Préparez votre voyage avec nos partenairesMonflanquin, l’une des bastides les mieux conservées
Pour se faire une bonne idée de ces bastides, rien de tel que de musarder dans les doux paysages à la limite du Lot-et-Garonne et de la Dordogne. En commençant par Monflanquin. Ce bourg labellisé « Plus Beau Village de France » abrite, au-dessus de son office de tourisme, un musée qui conte toute l’histoire des bastides. On sort en ayant compris tout ce qui s’est joué, au Moyen Âge, dans les riches terres du Sud où l’on parlait la langue d’oc.
Monflanquin est l’une des bastides les mieux conservées du Lot-et-Garonne, qui en compte 42. Cette « ville neuve » a été fondée en 1252 par Alphonse de Poitiers. Frère du roi de France, Saint Louis, il avait, par son mariage avec Jeanne, fille unique de Raymond VII, comte de Toulouse, hérité des terres de son beau-père : en vingt ans, il y créera 48 bastides.
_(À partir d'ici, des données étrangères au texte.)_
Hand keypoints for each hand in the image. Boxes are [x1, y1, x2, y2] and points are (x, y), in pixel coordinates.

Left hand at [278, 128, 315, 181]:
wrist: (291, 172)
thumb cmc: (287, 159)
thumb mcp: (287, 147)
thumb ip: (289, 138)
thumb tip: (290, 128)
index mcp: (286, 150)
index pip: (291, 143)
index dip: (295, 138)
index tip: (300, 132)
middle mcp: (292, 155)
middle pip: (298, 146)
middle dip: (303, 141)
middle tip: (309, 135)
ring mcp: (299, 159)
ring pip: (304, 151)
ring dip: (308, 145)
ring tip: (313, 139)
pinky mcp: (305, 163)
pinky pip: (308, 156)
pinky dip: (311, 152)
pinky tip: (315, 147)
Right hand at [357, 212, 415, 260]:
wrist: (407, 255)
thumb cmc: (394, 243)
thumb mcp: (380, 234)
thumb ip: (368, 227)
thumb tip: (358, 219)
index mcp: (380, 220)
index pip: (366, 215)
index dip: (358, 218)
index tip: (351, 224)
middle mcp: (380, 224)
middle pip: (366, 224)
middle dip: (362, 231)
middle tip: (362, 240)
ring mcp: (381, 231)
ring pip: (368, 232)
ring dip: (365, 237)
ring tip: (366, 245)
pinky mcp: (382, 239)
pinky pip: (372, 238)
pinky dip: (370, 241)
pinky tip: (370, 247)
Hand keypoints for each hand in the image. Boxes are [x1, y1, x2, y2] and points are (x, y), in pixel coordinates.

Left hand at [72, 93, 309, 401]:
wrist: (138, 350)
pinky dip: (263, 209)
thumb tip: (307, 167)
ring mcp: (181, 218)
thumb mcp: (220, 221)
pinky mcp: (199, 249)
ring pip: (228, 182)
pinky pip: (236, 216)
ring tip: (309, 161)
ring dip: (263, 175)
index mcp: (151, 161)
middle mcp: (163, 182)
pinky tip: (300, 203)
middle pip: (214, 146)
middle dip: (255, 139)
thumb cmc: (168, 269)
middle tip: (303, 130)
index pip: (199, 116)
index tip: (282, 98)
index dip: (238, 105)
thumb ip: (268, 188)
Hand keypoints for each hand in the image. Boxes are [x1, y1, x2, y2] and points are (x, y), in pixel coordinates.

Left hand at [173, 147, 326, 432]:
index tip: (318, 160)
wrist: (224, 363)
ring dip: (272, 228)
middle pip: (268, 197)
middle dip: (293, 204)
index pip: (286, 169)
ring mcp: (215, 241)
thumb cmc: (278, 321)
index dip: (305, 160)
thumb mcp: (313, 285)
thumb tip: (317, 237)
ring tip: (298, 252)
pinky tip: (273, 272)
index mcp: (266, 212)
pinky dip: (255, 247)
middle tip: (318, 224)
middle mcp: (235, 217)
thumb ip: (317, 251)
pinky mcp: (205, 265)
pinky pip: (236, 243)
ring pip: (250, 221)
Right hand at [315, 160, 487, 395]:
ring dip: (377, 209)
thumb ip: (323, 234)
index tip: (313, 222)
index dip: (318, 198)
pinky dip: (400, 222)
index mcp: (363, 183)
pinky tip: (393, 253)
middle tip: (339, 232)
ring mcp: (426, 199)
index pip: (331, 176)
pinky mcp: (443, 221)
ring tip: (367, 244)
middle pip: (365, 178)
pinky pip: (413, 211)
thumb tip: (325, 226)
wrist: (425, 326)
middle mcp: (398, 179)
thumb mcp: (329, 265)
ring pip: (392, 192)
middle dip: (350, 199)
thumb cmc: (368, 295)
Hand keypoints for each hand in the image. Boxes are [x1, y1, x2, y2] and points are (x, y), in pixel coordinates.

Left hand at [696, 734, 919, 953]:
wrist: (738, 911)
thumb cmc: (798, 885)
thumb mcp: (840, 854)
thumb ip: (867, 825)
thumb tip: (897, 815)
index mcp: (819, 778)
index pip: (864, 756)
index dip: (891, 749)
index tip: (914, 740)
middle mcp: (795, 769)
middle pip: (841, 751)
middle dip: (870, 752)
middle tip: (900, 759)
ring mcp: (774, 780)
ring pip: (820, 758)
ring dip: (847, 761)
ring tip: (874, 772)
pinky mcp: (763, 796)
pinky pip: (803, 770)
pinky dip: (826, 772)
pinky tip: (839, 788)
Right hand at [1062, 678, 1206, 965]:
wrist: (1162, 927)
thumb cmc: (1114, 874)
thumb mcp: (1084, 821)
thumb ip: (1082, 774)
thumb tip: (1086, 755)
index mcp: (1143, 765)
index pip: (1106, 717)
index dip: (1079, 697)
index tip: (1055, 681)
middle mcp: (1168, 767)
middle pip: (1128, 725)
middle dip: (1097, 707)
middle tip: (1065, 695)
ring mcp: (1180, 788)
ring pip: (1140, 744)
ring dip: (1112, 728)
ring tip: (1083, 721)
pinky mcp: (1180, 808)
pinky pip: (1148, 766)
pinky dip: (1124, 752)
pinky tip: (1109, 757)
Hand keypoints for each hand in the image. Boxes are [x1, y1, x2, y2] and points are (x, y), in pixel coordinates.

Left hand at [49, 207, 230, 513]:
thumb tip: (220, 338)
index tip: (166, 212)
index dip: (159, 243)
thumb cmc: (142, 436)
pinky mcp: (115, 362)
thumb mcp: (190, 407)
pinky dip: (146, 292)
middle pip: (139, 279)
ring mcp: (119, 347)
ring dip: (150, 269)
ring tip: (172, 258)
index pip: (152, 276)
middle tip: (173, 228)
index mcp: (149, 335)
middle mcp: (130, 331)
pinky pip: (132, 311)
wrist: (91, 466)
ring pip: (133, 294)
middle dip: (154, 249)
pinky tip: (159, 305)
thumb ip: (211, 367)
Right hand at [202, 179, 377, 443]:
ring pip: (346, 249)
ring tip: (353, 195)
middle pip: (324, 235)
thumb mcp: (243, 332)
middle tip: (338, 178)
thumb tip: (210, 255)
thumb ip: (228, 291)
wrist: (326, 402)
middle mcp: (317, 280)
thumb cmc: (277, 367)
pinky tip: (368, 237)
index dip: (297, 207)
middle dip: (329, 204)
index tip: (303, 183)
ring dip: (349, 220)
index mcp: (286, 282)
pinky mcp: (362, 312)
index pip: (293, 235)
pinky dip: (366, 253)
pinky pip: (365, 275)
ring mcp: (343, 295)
Son objectif ? Réaffirmer la présence du roi de France, affaiblir les seigneurs locaux souvent favorables à l’ennemi anglais, fixer des populations – dans un contexte d’essor démographique et urbain – en leur donnant des terres, organiser foires et marchés propices à la collecte de taxes pour abonder les caisses royales.
Posée depuis 1256 sur un pech (butte) dominant la vallée de la Lède, Monflanquin se voit de très loin. Cette bastide a fière allure avec son église gothique, ses rues pavées, sa maison du Prince Noir à l’élégante façade blanche aux baies géminées et ses « couverts » (passages abrités) derrière les arcades de la place. Si la halle a disparu, un marché animé s’y tient toujours le jeudi.
Les moulons (îlots d’habitation) restent organisés selon le damier formé par deux grandes « rues charretières » sur lesquelles se greffent rues secondaires et carrerots (ruelles piétonnes). Les maisons, accolées, sont étroites, mais très profondes.
Cet urbanisme très codifié n’empêchera pas l’histoire de bégayer. Comme tout l’Agenais et le sud du Périgord, Monflanquin deviendra anglaise à la suite du traité d’Amiens signé en 1279 entre les rois de France et d’Angleterre pour régler leurs différends territoriaux. Elle se dotera alors de remparts.
Repassée, plus tard, côté français, elle choisira, pendant, les guerres de Religion, le camp des protestants. Finalement, ses fortifications seront rasées en 1628 sur ordre de Richelieu.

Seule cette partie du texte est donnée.